On this article, I need to share my expertise with the observability and analysis options of the NeMo Agent Toolkit (NAT). If you happen to haven’t learn my earlier article on NAT, right here’s a fast refresher: NAT is Nvidia’s framework for constructing production-ready LLM functions. Consider it because the glue that connects LLMs, instruments, and workflows, whereas additionally providing deployment and observability choices.

READ ALSO

How LLMs Deal with Infinite Context With Finite Reminiscence

Past Prompting: The Energy of Context Engineering

Utilizing NAT, we constructed a Happiness Agent able to answering nuanced questions on the World Happiness report knowledge and performing calculations based mostly on actual metrics. Our focus was on constructing agentic flows, integrating brokers from different frameworks as instruments (in our instance, a LangGraph-based calculator agent), and deploying the appliance each as a REST API and a user-friendly interface.

On this article, I’ll dive into my favorite matters: observability and evaluations. In spite of everything, because the saying goes, you possibly can’t enhance what you don’t measure. So, with out additional ado, let’s soar in.

Observability

Let’s begin with observability — the flexibility to trace what’s taking place inside your utility, together with all intermediate steps, instruments used, timings, and token utilization. The NeMo Agent Toolkit integrates with quite a lot of observability instruments reminiscent of Phoenix, W&B Weave, and Catalyst. You may all the time verify the newest checklist of supported frameworks in the documentation.

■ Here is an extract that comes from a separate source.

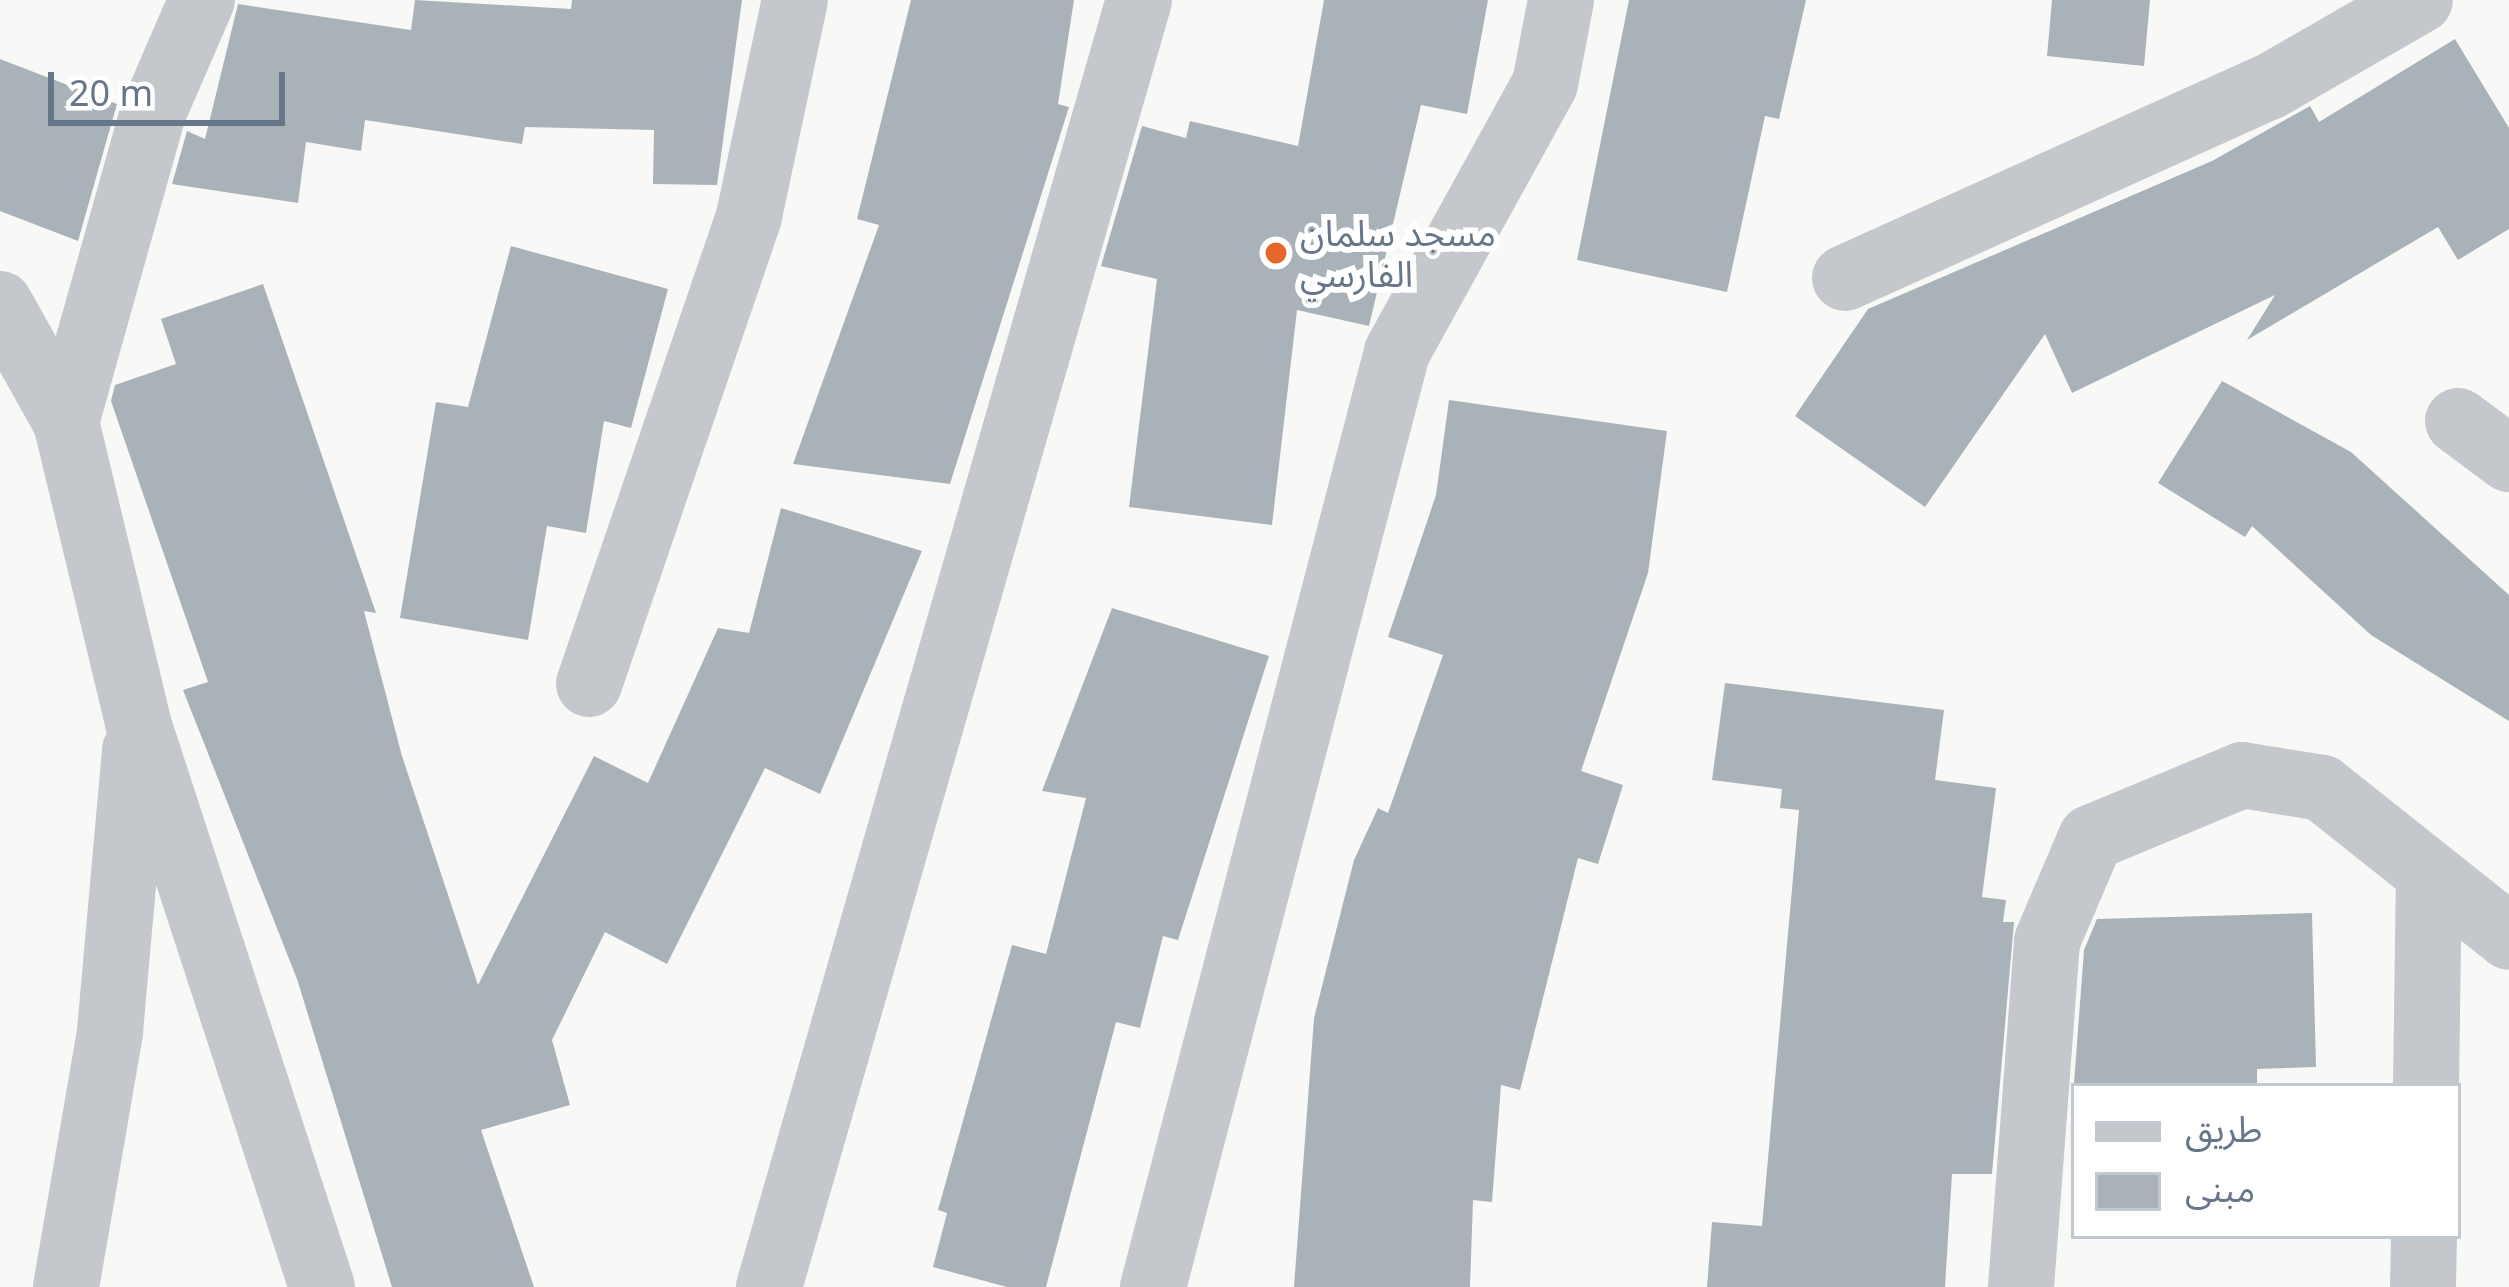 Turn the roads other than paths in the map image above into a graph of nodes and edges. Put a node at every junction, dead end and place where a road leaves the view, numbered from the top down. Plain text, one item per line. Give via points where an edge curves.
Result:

For this text, we’ll attempt Phoenix. Phoenix is an open-source platform for tracing and evaluating LLMs. Earlier than we are able to begin utilizing it, we first want to put in the plugin.

uv pip set up arize-phoenix
uv pip set up "nvidia-nat[phoenix]"

Subsequent, we are able to launch the Phoenix server.

phoenix server

As soon as it’s working, the tracing service can be out there at http://localhost:6006/v1/traces. At this level, you’ll see a default mission since we haven’t despatched any knowledge but.

Picture by writer

Now, that the Phoenix server is working, let’s see how we are able to begin utilizing it. Since NAT relies on YAML configuration, all we have to do is add a telemetry part to our config. You’ll find the config and full agent implementation on GitHub. If you wish to be taught extra in regards to the NAT framework, verify my earlier article.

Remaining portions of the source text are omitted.